Danielle Bruschi is the Co-Founder and CEO of New Hope Rising. She co-founded the organization in 2014 to provide safe, supportive and structured recovery housing on Long Island. Under Danielle’s guidance and with her vision, New Hope Rising has become the premier, leading model for recovery housing on Long Island, offering a higher level of individualized care and supportive services. Danielle continues to advocate for greater access to safe and supportive housing for women and men with substance use disorders. While “sober homes” are not currently regulated in the State of NY, she has been actively involved in the process of creating standards for recovery housing in Suffolk County through the Suffolk County Sober Home Oversight Board and National Association of Recovery Residences (NARR).
Through her management and progressive efforts, Danielle grew the organization into a multifaceted community resource, expanding the agency’s services in June 2017 to include New Hope Rising’s Therapy and Wellness Center with the focus on ensuring behavioral health care services are accessible and affordable on the East End of Long Island. Since the very beginning, Danielle’s vision for the organization has been to increase access to quality care for all who call Long Island home. That vision is fulfilled in New Hope Rising’s comprehensive approach to strengthening communities and ensuring behavioral health care services and recovery housing are available to those in need.

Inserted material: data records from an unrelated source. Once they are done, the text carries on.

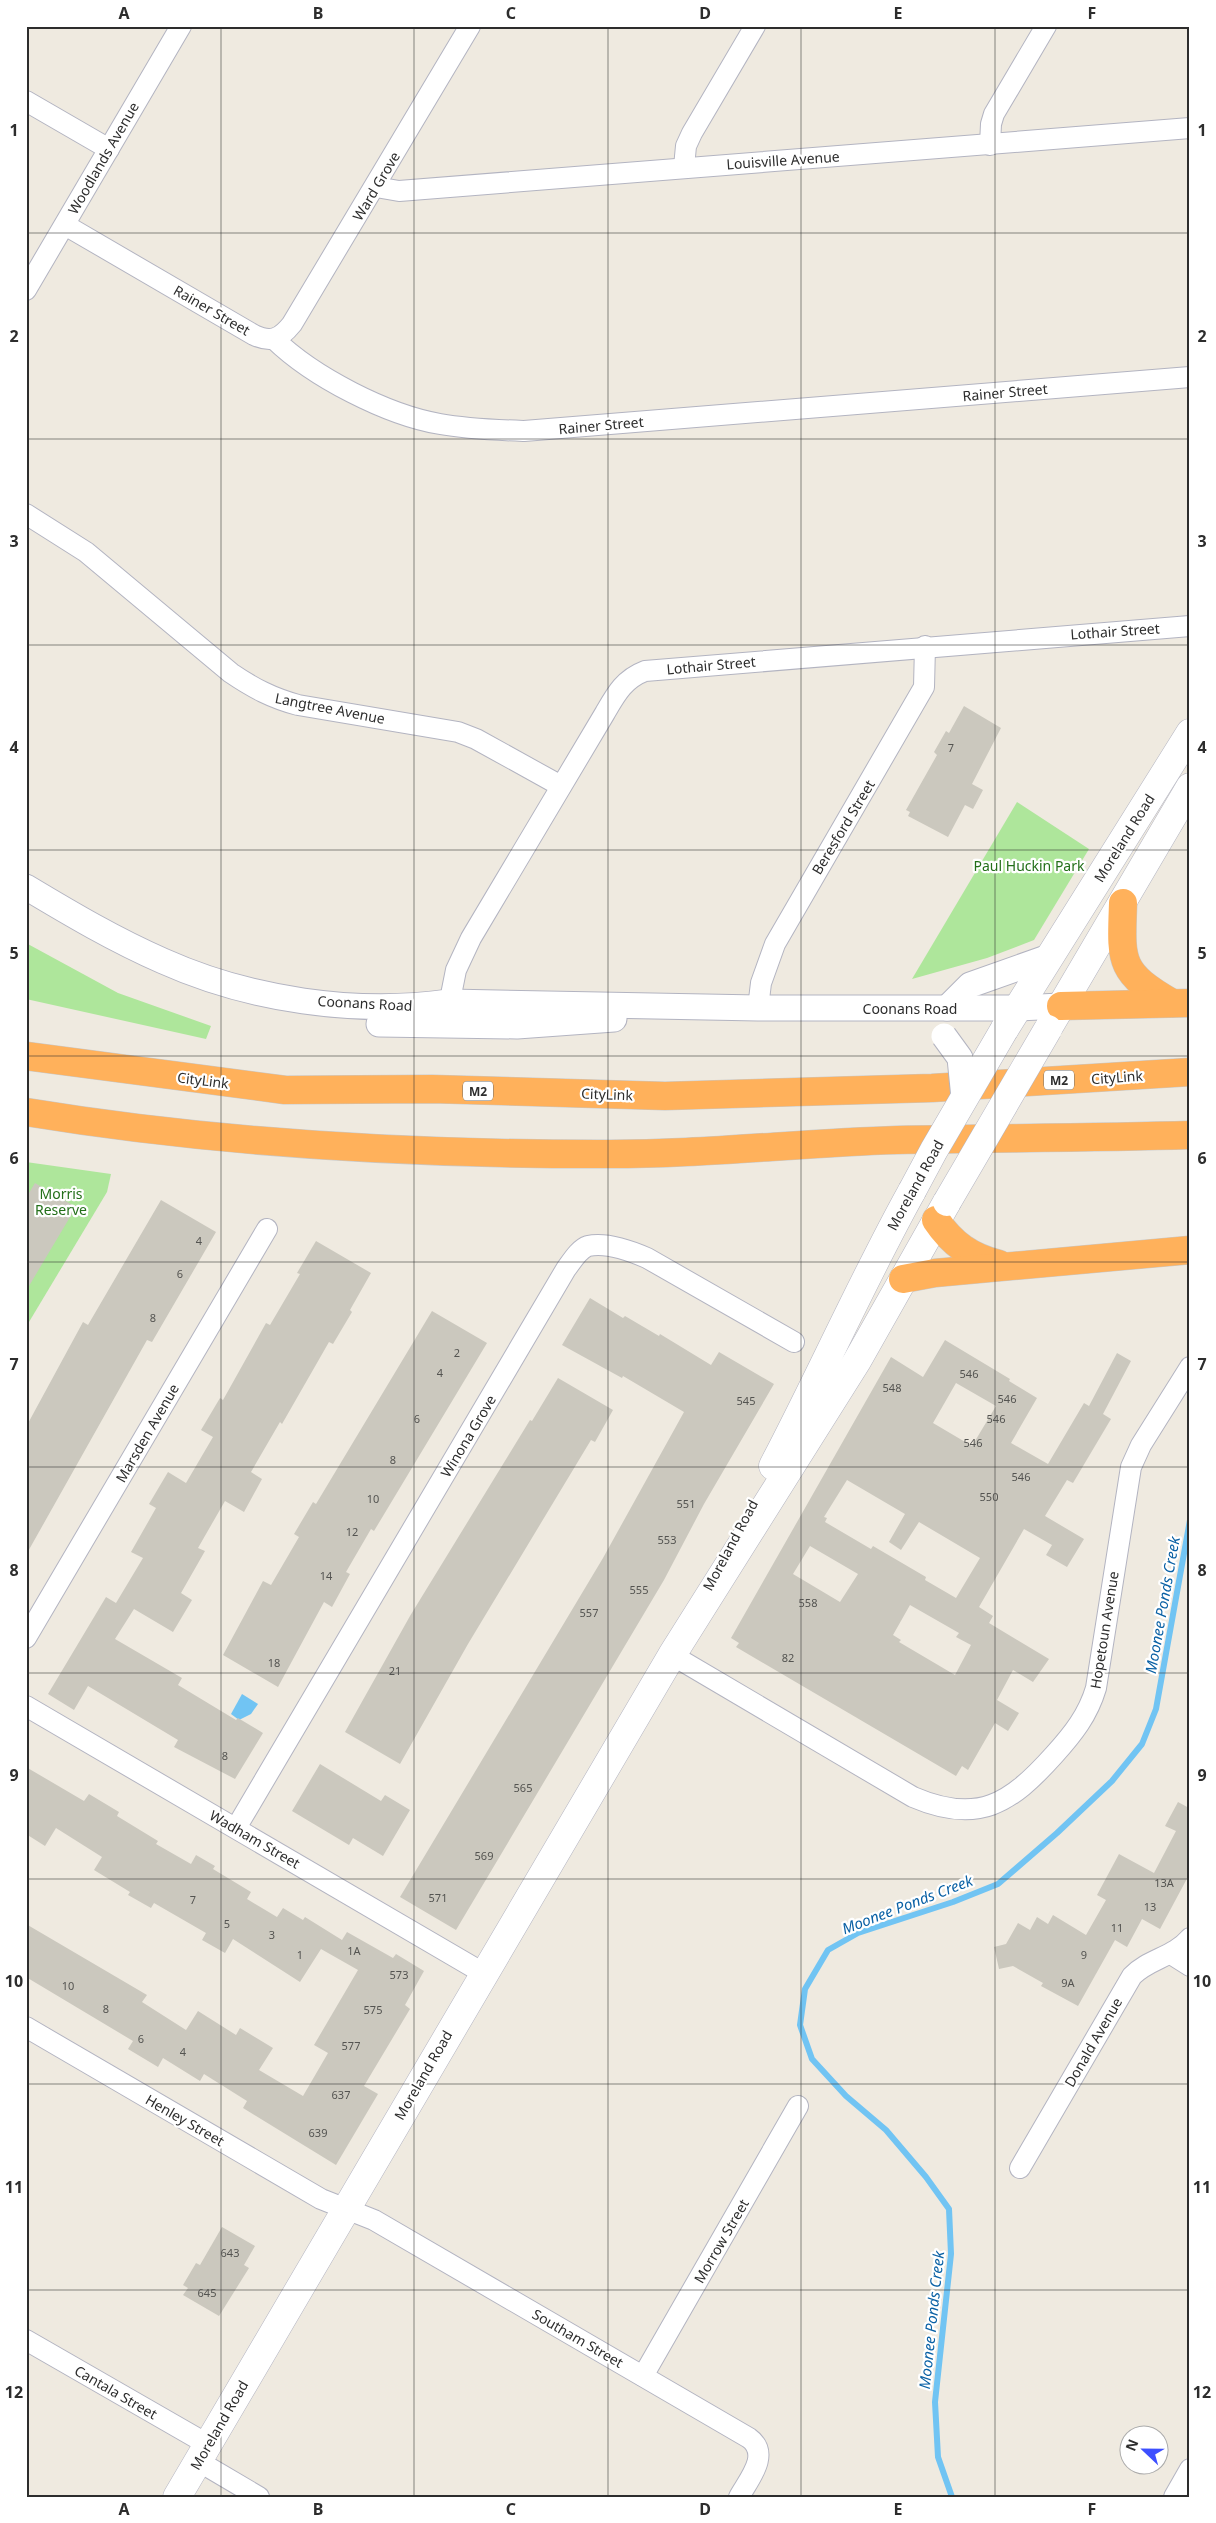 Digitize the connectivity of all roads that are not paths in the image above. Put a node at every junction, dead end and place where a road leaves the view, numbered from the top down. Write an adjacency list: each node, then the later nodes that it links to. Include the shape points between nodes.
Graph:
1 (180, 26): 8 (street, Woodlands Avenue)
2 (470, 26): 10 (street, Ward Grove)
3 (755, 26): 9 (street, via 692,133 686,146)
4 (1046, 26): 7 (street, via 994,114)
5 (26, 100): 8 (street)
6 (1190, 128): 7 (street, Louisville Avenue)
7 (990, 145): 9 (street, Louisville Avenue)
8 (108, 149): 11 (street, Woodlands Avenue)
9 (684, 167): 10 (street, Louisville Avenue, via 399,191)
10 (376, 186): 13 (street, Ward Grove, via 292,324)
11 (65, 225): 12 (street, Woodlands Avenue); 13 (street, Rainer Street, via 254,334)
12 (26, 290)
13 (274, 339): 14 (street, Rainer Street, via 306,365 382,406 440,424 500,430)
14 (1190, 377)
15 (26, 514): 19 (street, Langtree Avenue, via 86,552 255,690 298,705 458,732 476,738)
16 (1190, 626): 17 (street, Lothair Street)
17 (924, 646): 19 (street, Lothair Street, via 639,673 619,690); 27 (street, Beresford Street, via 924,687 775,944 761,983)
18 (1190, 733): 24 (main road, Moreland Road)
19 (561, 786): 30 (street, Lothair Street, via 465,950 456,970)
20 (1190, 787): 22 (main road, Moreland Road)
21 (26, 887): 30 (street, Coonans Road, via 120,941 164,962 228,984 299,1000 410,1007)
22 (1123, 903): 25 (highway, via 1122,944 1126,964 1150,991); 26 (main road, Moreland Road)
23 (26, 905): 30 (street, Coonans Road, via 119,958 201,993 255,1008 366,1023)
24 (1049, 957): 29 (street, via 970,985); 31 (main road, Moreland Road)
25 (1181, 1003): 26 (highway)
26 (1061, 1006): 31 (street, Coonans Road); 37 (main road, Moreland Road, bridge)
27 (758, 1008): 28 (street, Coonans Road); 30 (street, Coonans Road, via 517,1026)
28 (909, 1008): 29 (street, Coonans Road); 34 (street, bridge, via 944,1036 960,1058)
29 (947, 1008): 31 (street, Coonans Road)
30 (447, 1014)
31 (1011, 1019): 34 (main road, Moreland Road, bridge)
32 (26, 1056): 33 (highway, CityLink / M2, via 286,1090 432,1089 665,1096 932,1088)
33 (1190, 1072)
34 (964, 1098): 37 (main road, Moreland Road, bridge, via 934,1150)
35 (26, 1112): 36 (highway, via 118,1127 268,1142 414,1150 601,1154 894,1140)
36 (1190, 1135)
37 (932, 1202): 40 (highway, via 945,1234 967,1253 1003,1265); 41 (main road, Moreland Road); 45 (main road, Moreland Road, via 877,1256 810,1396)
38 (267, 1229): 44 (street, Marsden Avenue)
39 (1190, 1250): 40 (highway)
40 (1042, 1264): 41 (highway, via 934,1273)
41 (903, 1279): 45 (main road, Moreland Road, via 853,1367)
42 (794, 1342): 47 (street, Winona Grove, via 647,1258 601,1246 588,1246 582,1250 561,1277)
43 (1190, 1367): 45 (street, Hopetoun Avenue, via 1131,1467 1092,1702 1075,1730 1028,1784 1014,1794 978,1809 935,1807)
44 (26, 1638)
45 (672, 1655): 51 (main road, Moreland Road)
46 (26, 1706): 47 (street, Wadham Street)
47 (236, 1828): 51 (street, Wadham Street)
48 (1190, 1938): 49 (street, Donald Avenue)
49 (1171, 1954): 50 (street); 54 (street, Donald Avenue, via 1132,1976)
50 (1190, 1966)
51 (483, 1973): 55 (main road, Moreland Road)
52 (26, 2028): 55 (street, Henley Street, via 322,2200)
53 (798, 2106): 57 (street, Morrow Street)
54 (1020, 2168)
55 (346, 2208): 57 (street, Southam Street, via 374,2220); 58 (main road, Moreland Road)
56 (26, 2340): 58 (street, Cantala Street)
57 (643, 2376): 62 (street, Southam Street, via 755,2443 759,2449 758,2463)
58 (202, 2453): 60 (main road, Moreland Road); 61 (street, Cantala Street)
59 (1190, 2469): 63 (street)
60 (177, 2497)
61 (259, 2497)
62 (739, 2497)
63 (1174, 2497)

Prior to co-founding New Hope Rising, Danielle worked at the largest single men’s homeless shelter in Suffolk County providing case management services and linkages to permanent housing. She quickly realized that a high percentage of the shelter residents had a history of substance use disorders and how it contributed to their chronic homelessness. While attempting to refer her clients to recovery housing she found a severe shortage of safe, supportive options on Long Island. In her search for community resources, Danielle found that there was an even more significant shortage of safe recovery housing options for women, and she began planning for the creation of New Hope Rising’s first recovery housing program for women.
Danielle’s struggle with substance use began at the early age of 12. After being in and out of institutions throughout her youth, she first discovered recovery as a teenager. It was her dream and passion to create a safe haven where all services were provided under one roof. This idea, based on the love and compassion that she found in recovery, led to the formation of New Hope Rising. Today she is a person in long-term recovery who has dedicated her life to helping others to recover and find the light that was lost in the darkness of addiction and breaking down barriers to access care that they need.